Dutifully hipster-hyped at Sundance and South by Southwest, writer/director/actor Evan Glodell’s testosterone-fueled, fever-dream indie impresses less for its screeching take on extended adolescent fury than for its own macho, wacko, pedal-to-metal embodiment of same. Desperate to blast his way into the white-line nightmare of the Mad Max flicks, young Glodell rubs his piggy-bank coins together to spark a pissed-off, neo-punk Western vision of dust-covered bad boys and their toys—e.g., guns, a wicked flamethrower, and a booze-dispensing muscle car tricked out in pre-production by the gearhead auteur himself.
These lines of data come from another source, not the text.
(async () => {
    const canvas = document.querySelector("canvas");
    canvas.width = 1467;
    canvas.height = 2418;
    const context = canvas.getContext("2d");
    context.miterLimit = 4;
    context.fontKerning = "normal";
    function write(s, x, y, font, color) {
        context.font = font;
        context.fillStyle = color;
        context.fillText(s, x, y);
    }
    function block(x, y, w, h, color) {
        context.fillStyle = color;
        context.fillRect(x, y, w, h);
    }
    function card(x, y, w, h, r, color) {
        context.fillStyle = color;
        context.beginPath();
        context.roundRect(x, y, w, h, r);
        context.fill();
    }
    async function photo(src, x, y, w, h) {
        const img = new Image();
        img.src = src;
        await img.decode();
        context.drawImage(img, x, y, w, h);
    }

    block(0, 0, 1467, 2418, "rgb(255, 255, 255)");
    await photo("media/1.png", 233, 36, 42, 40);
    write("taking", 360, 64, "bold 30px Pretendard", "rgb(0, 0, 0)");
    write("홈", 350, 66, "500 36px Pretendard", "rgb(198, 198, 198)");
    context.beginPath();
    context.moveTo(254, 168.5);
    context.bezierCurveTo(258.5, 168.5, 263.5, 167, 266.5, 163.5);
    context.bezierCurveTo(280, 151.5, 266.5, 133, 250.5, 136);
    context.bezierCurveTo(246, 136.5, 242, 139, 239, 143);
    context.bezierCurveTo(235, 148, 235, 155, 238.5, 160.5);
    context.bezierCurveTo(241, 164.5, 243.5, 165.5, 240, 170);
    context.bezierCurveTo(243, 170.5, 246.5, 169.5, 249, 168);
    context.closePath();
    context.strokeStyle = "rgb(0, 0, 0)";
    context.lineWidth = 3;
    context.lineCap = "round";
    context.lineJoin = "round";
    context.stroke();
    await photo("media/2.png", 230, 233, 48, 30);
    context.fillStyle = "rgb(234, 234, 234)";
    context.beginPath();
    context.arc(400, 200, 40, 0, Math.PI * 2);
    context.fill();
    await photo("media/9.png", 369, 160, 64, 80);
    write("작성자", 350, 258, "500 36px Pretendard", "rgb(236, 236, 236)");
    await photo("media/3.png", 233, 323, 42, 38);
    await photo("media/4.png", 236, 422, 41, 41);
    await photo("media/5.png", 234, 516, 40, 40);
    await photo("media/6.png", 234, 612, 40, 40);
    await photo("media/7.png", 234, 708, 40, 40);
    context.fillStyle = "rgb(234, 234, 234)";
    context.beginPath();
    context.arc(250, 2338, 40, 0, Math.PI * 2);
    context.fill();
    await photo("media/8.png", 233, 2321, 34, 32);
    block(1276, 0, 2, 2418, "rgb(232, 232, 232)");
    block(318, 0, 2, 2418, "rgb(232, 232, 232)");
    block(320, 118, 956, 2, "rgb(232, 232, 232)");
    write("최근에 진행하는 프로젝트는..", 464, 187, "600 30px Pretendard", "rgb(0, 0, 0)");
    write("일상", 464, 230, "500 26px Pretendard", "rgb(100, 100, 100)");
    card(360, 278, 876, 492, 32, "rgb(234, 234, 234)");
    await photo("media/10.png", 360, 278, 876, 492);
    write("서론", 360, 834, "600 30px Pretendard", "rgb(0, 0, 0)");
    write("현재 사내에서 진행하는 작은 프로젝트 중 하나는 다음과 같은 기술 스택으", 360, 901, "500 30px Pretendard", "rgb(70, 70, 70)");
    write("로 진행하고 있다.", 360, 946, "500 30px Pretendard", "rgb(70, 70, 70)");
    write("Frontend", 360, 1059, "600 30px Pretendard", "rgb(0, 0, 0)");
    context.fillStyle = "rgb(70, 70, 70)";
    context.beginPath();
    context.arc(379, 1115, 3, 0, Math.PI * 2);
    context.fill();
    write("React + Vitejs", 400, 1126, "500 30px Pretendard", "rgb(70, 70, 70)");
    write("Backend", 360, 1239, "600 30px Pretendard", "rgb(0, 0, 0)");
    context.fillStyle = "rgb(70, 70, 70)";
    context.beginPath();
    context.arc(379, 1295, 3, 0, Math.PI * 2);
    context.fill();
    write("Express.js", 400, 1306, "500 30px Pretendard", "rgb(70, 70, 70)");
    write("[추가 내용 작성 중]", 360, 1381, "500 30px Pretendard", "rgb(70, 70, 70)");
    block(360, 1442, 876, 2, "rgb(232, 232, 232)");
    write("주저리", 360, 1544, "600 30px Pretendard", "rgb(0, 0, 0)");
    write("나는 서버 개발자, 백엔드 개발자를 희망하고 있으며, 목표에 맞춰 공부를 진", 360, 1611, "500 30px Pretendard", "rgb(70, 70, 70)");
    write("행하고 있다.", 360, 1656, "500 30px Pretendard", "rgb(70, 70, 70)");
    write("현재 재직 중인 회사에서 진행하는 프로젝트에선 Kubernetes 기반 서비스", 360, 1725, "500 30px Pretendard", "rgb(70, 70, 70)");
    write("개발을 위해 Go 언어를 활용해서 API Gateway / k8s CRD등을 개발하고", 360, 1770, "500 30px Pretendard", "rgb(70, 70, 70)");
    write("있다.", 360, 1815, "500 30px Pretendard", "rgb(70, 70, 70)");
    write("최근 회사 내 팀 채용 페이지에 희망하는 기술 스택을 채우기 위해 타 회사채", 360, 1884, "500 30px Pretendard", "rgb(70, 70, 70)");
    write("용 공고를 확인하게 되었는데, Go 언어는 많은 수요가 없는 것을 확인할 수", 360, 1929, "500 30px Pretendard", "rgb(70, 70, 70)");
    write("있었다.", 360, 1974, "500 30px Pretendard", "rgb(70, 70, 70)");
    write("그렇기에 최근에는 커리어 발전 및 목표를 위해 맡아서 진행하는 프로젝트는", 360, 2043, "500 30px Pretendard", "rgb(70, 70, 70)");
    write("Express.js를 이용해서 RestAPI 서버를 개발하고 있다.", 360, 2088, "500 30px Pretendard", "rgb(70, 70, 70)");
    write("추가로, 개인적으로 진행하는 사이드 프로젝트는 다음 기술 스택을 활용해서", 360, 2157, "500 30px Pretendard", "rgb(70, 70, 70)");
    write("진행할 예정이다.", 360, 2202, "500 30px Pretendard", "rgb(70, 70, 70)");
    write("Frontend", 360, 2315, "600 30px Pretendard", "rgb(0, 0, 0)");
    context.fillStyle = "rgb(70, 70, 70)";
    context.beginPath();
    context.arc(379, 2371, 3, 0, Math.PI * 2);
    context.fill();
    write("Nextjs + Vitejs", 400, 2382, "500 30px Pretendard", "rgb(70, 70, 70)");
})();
Plus, he literally acts the part, playing pyromaniacal Woodrow, a whiskey-swilling SoCal nihilist whose noirishly fickle new squeeze (Jessie Wiseman) drives the vengeful kid to kick-start the apocalypse he always wanted. Alas, the quarter-tank budget requires road-rage action to remain minimal, while the supersaturated/soft-focus stylistics come to grate—and just because the driver of this vehicle catches himself in the rearview mirror looking guilty doesn’t make his film’s seething misogyny entirely forgivable. In the end, Glodell’s bona fide B-movie is monumentally dumb but damn near undeniable—although perhaps only a midnight drive-in screening in rural Texas, beat-up Chevys dripping muffler fluid and steam hissing from hot gravel, could do it proper.